I love reading books on philosophy and pop culture. So when not one but two books entitled Inception and Philosophy came out within a week of each other, I had to get them both.
As with most of the books in the “popular culture and philosophy series,” they both have some really good articles, and some pretty lousy ones too. I even get a charge out of the lousy ones sometimes. It’s always good to know what other people think, and as well as how they think — or fail to think.
There was one article that caught my fancy where the lines between science and science fiction were clearly blurred.

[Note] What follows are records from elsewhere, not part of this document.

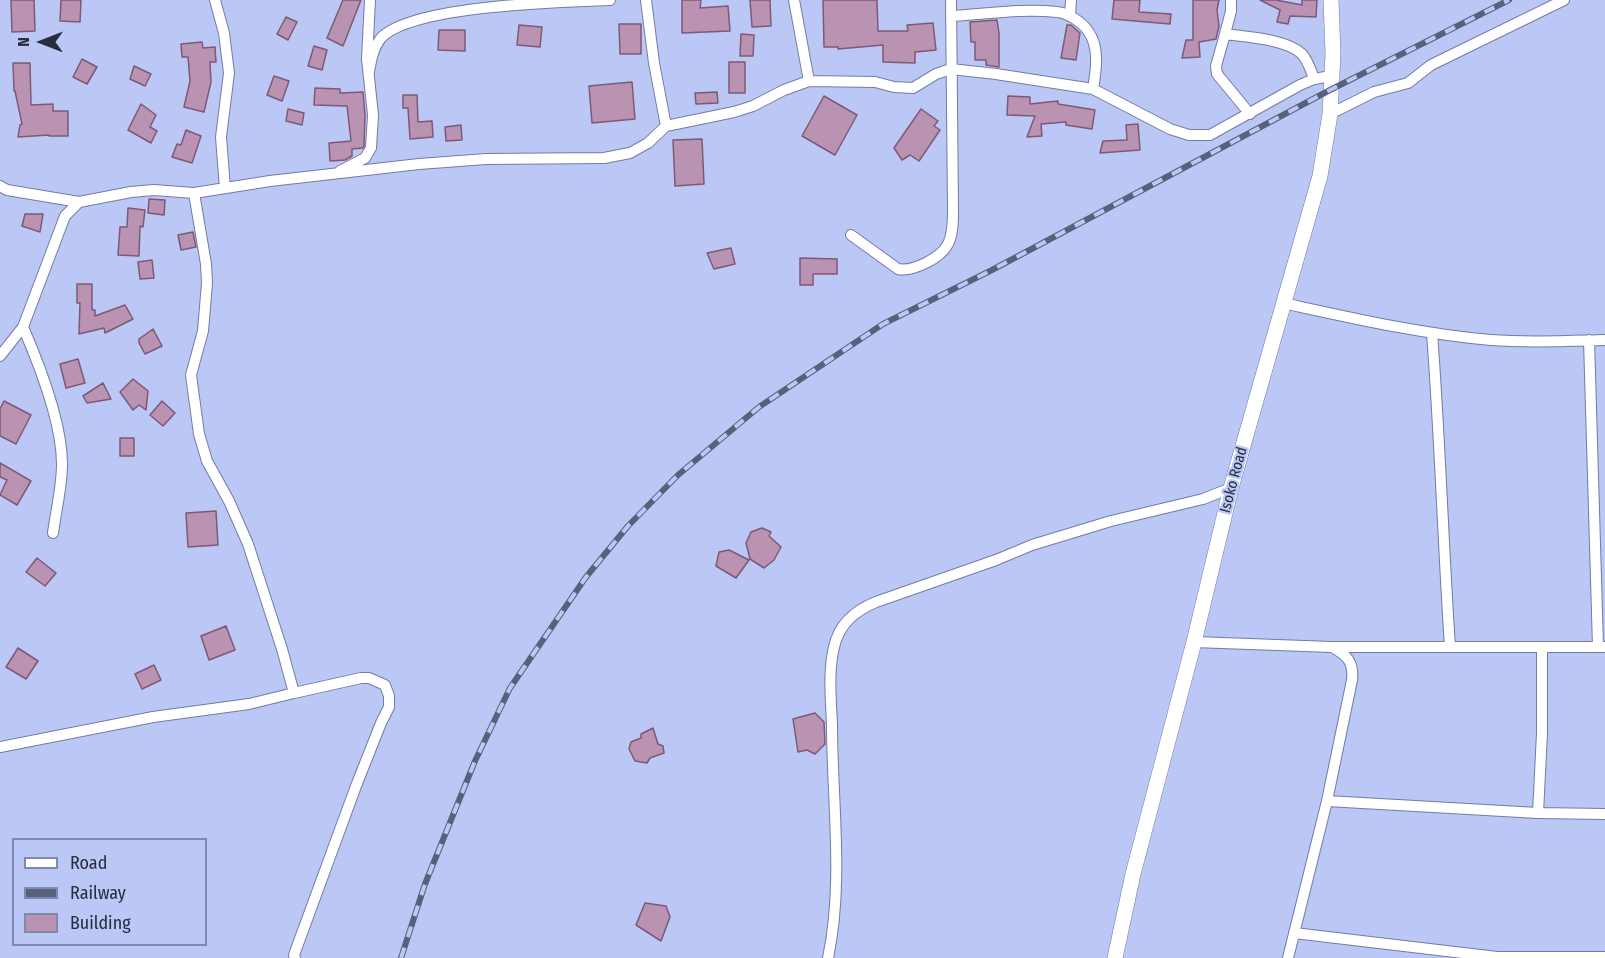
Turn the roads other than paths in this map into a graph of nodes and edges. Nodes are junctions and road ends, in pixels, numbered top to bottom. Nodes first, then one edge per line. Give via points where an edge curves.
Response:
1 (215, 0) edge
2 (370, 0) edge
3 (610, 0) edge
4 (646, 0) edge
5 (794, 0) edge
6 (951, 0) edge
7 (1071, 0) edge
8 (1231, 0) edge
9 (1331, 0) edge
10 (1564, 0) edge
11 (951, 16) junction
12 (1070, 16) junction
13 (1226, 34) junction
14 (951, 69) junction
15 (369, 72) junction
16 (1331, 76) junction
17 (1314, 79) junction
18 (808, 81) junction
19 (1093, 89) junction
20 (1250, 114) junction
21 (1330, 114) junction
22 (666, 126) junction
23 (334, 174) junction
24 (225, 188) junction
25 (2, 189) edge
26 (194, 193) junction
27 (79, 202) junction
28 (851, 236) dead end
29 (1283, 303) junction
30 (23, 327) junction
31 (1432, 333) junction
32 (1589, 340) junction
33 (1605, 340) edge
34 (0, 356) edge
35 (1231, 488) junction
36 (53, 533) dead end
37 (1194, 642) junction
38 (1332, 647) junction
39 (1450, 647) junction
40 (1542, 647) junction
41 (1602, 647) edge
42 (294, 693) junction
43 (0, 747) edge
44 (1327, 801) junction
45 (1538, 813) junction
46 (1605, 814) edge
47 (1294, 933) junction
48 (1605, 957) edge
49 (295, 958) edge
50 (828, 958) edge
51 (1115, 958) edge
52 (1288, 958) edge

1 - 24 street via 229,73 222,137
2 - 15 street
3 - 15 street via 544,3 428,17 387,33 373,52
4 - 22 street
5 - 18 street
6 - 11 street
7 - 12 street
8 - 13 street
9 - 16 street, Isoko Road
10 - 21 street via 1431,65 1408,83 1374,92
11 - 12 street via 1059,12
11 - 14 street
12 - 19 street via 1089,32 1094,46 1097,63
13 - 17 street via 1288,46 1303,56
13 - 20 street via 1217,75
14 - 18 street via 914,88 875,82
14 - 19 street
14 - 28 street via 953,210 949,244 907,271 898,269
15 - 23 street via 373,115 370,148 365,158
16 - 17 street
16 - 21 street, Isoko Road
17 - 20 street
18 - 22 street via 753,106
19 - 20 street via 1188,135 1210,135
21 - 29 street, Isoko Road via 1320,176
22 - 23 street via 643,147 604,158 486,159
23 - 24 street
24 - 26 street
25 - 27 street
26 - 27 street via 154,190
26 - 42 street via 207,283 203,331 191,375 199,434 207,461 248,544
27 - 30 street via 66,216
29 - 31 street
29 - 35 street, Isoko Road
30 - 34 street
30 - 36 street via 53,410 62,448
31 - 32 street via 1532,342
31 - 39 street
32 - 33 street
32 - 41 street
35 - 37 street, Isoko Road
35 - 50 street via 1032,545 876,602 851,615 834,646 831,680 836,864 834,927
37 - 38 street
37 - 51 street, Isoko Road
38 - 39 street
38 - 44 street via 1350,661 1353,669
39 - 40 street
40 - 41 street
40 - 45 street
42 - 43 street
42 - 49 street via 369,678 385,685 389,696 389,707 356,786
44 - 45 street
44 - 47 street
45 - 46 street
47 - 48 street via 1497,957
47 - 52 street

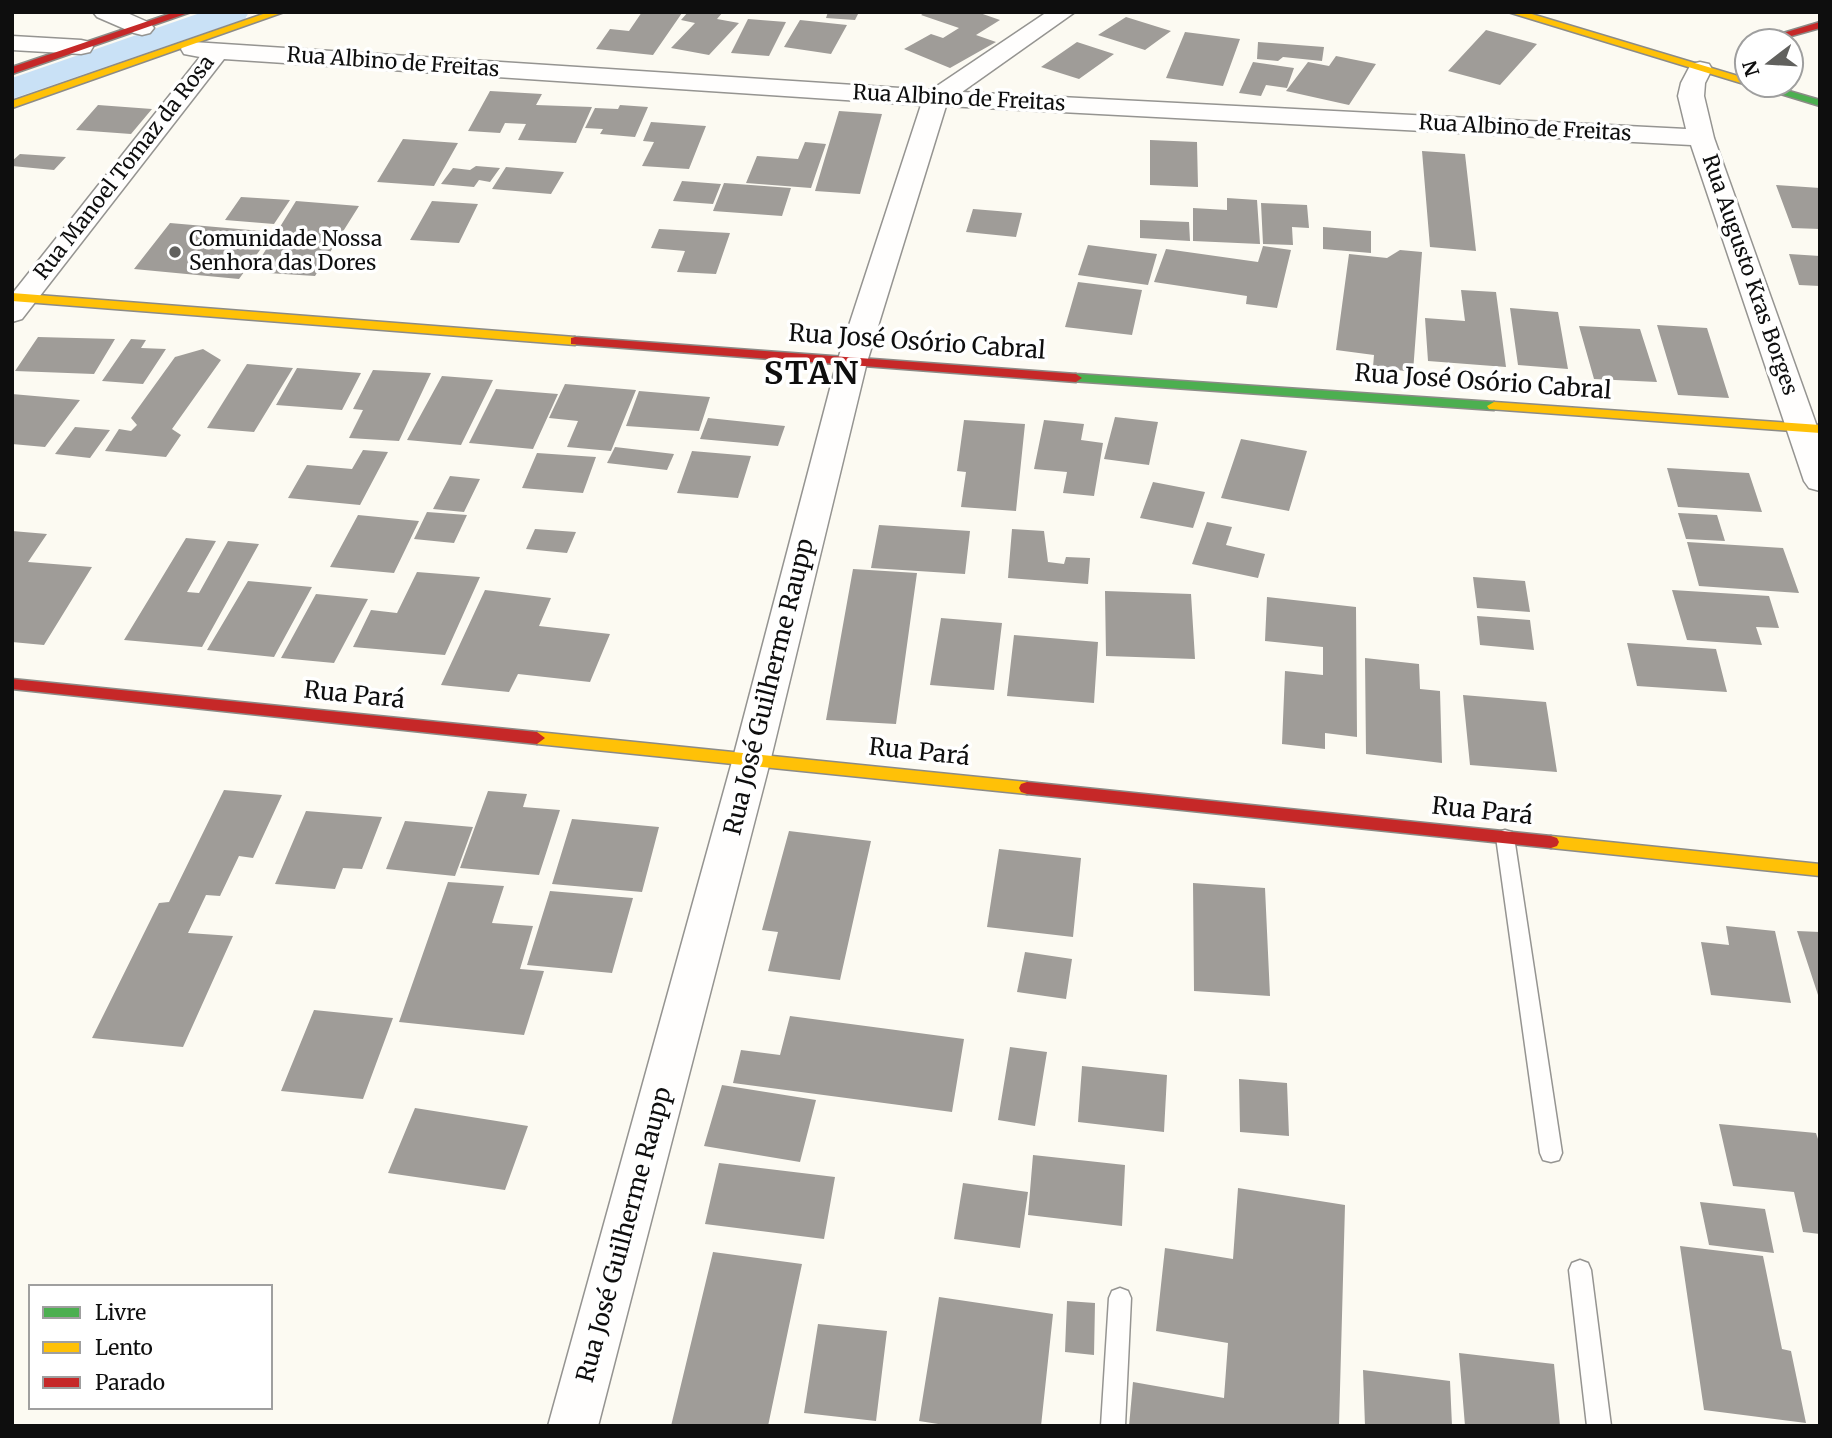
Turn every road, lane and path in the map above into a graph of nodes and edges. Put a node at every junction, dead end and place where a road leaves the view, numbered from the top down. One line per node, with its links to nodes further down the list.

To tell the truth, the article had more to do with her theory than with the movie Inception, but I got something out of it. The author, Jane Testerman, a physics professor at the Gulf University of Science in Kuwait, brought out the logician in me when she contradicted herself within the space of two paragraphs.
I’ll use this quote from her article to explain:
[T]he experience of consciously willing an action and a person’s conscious mind causing the action are two different things. Conscious will is a feeling not a cause. According to Hume, causality isn’t a property inhering in objects, but is something we infer.
A few things to comment on here before I deliver the biltrix.
To begin with, her statement, “conscious will is a feeling not a cause,” is an unfounded dogmatic statement. She never gives premises to demonstrate why conscious will is a feeling. She just says it. Then, for the rest of the article she goes on to explain that neuroscience can now determine the exact cause of our “apparently” freely willed actions, after having just undercut her ability to do that. She never should have brought Hume into the discussion in the first place.
By appealing to Hume, Testerman argues from authority — the weakest form of argument in philosophy. However, we can still take the premise she adopts from Hume and develop it into a counterargument. (Thanks for supplying the ammo).
Hume argues that causes are relations of ideas, not matters of fact. The notion of causality is based on associations of events that we customarily perceive as occurring in succession. Based on that association, we form the belief that there are causal relations among things in reality, yet, according to Hume, we never actually perceive the cause itself in reality.
Therefore, we should not suppose that our free will is the cause of our actions, just because we perceive the former as preceding the latter.
I don’t intend to adress Hume’s argument here. As long as Testerman accepts Hume’s line of reasoning without questioning it, I can use it too.
As I mentioned, for the rest of the article she refers to experiments in neuroscience, like the one in the video we posted on Thursday, in order to suggest that our consciously willed actions are not caused by our consciously willing them, but rather by involuntary neuronal processes in the brain.
According to Testerman, these experiments show that neuronal activity causes us to take a predetermined course of action seconds before we actually experience ourselves consciously willing to act in any given way.
Here’s the biltrix: Testerman began her explanation by appealing to Hume, who says that we cannot infer a cause in reality based on a perceived succession of events. Following Hume strictly, the neuroscientist would be committing the post hoc, ergo proper hoc fallacy if she were to conclude that the specific neuronal processes are the actual cause of an apparently free willed decision.
In other words, Testerman’s Humean premise is a double-edged sword that she uses to undercut her own position (well, she’s a physicist, not a philosopher).
In sum, if you argue that one can only assume a cause, but one can never determine an actual cause in reality, you cannot then go on to argue in favor of scientific causes. Hume’s philosophy makes science impossible. So which do you prefer, bad science or no science? Or how about good science for a change?
The clear signs of fuzzy science are unwarranted philosophical claims where they don’t belong, following from baaaaaad logic.
I left an important unsettled issue here that I hope to settle tomorrow, if God gives me life and health: What’s really going on in our heads when we exercise our free will?
I’ll tell you tomorrow. Thanks for biltirixing with us today!